Gut microbiota is a complex ecosystem of bacteria, viruses, archea, protozoa and yeasts in our intestine. It has several functions maintaining human body equilibrium. Microbial " dysbiosis " can be responsible for several gastrointestinal diseases.

METHODS

to build a narrative review we performed a Pubmed, Medline, EMBASE search for English language papers, reviews, meta-analyses, case series, and randomized controlled trials (RCTs) by keywords and their associations: gut microbiota, dysbiosis, gastrointestinal diseases, probiotics.

RESULTS

gut microbiota is altered in several gastrointestinal diseases with very different pathophysiology.

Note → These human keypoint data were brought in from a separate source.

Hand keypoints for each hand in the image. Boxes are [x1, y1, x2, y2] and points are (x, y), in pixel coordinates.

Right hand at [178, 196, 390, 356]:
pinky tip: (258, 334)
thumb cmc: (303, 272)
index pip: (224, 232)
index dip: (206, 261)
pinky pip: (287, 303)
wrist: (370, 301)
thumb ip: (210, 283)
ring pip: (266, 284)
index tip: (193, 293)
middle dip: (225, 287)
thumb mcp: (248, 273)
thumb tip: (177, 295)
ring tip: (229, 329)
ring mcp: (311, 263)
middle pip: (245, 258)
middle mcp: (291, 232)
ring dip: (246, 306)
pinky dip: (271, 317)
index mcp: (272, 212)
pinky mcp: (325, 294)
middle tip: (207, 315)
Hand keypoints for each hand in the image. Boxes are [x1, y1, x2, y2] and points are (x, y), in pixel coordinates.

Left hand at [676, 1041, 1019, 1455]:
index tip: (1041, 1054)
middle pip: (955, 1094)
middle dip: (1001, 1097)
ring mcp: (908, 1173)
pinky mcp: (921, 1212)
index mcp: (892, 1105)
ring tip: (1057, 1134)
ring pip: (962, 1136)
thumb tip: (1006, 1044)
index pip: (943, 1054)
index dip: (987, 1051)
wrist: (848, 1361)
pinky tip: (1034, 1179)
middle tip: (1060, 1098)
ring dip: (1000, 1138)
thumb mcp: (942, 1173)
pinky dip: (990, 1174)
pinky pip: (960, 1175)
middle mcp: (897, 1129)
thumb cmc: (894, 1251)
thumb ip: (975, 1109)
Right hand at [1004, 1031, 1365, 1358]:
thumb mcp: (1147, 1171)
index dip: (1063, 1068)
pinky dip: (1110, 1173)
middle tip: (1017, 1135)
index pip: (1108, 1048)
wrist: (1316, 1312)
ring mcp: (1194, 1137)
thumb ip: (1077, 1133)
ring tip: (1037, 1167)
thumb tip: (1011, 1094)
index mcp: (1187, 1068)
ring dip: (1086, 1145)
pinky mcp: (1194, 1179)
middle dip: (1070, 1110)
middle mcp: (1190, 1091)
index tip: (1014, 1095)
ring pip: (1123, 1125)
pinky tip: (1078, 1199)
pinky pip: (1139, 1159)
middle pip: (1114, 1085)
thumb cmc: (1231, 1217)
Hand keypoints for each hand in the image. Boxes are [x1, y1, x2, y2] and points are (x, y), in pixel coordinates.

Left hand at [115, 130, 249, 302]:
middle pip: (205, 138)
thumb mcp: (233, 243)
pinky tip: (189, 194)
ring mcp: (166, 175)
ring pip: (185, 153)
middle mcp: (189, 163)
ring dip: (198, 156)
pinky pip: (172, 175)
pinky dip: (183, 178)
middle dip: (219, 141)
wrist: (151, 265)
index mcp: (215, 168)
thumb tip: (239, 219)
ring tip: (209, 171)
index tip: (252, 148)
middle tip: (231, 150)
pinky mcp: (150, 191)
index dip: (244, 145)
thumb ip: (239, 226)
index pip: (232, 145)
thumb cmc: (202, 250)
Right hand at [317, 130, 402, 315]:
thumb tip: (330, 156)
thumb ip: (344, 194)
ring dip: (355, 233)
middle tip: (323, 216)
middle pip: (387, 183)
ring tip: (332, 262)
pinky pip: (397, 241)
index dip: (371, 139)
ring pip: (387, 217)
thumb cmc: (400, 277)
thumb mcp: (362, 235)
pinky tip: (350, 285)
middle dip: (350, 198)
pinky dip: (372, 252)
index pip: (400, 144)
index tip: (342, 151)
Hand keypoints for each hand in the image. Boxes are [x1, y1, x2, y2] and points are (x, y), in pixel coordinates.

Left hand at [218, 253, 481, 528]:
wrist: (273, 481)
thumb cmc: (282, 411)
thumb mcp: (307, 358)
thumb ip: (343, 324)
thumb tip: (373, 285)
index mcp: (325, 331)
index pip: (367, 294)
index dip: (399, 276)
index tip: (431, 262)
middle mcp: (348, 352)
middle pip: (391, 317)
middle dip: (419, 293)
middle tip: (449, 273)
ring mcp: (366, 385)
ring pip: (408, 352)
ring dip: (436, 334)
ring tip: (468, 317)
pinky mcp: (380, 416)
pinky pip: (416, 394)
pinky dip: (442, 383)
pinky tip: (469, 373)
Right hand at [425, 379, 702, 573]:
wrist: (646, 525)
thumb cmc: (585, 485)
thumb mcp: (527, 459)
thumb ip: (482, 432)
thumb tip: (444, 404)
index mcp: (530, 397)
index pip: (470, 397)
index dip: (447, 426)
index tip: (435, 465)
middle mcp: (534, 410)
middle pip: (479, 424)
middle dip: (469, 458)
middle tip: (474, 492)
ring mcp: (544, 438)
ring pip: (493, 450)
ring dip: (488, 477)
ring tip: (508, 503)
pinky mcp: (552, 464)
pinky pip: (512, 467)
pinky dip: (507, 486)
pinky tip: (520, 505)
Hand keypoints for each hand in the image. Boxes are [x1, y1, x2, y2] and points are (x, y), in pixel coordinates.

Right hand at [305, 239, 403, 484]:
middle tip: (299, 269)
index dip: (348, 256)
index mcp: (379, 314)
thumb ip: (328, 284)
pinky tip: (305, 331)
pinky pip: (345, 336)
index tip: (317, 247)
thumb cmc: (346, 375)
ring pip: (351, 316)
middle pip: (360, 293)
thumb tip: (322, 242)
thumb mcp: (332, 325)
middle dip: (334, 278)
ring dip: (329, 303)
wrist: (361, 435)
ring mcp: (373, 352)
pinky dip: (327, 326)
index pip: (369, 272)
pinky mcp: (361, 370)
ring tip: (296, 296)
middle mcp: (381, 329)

They range from multi-factorial diseases such as irritable bowel syndrome (IBS), non-alcoholic fatty liver disease (NAFLD) and gastric and colorectal cancers, immunemediated such as celiac disease, inflammatory bowel diseases (IBD), antibioticrelated such as Clostridium Difficile infection (CDI). Microbial dysbiosis re-modulation by probiotics is feasible and safe in some of them.

CONCLUSIONS

gut microbial dysbiosis is statistically associated with several gastro-intestinal diseases, affecting their pathophysiology. Its reverse by probiotics has some promising evidences of efficacy.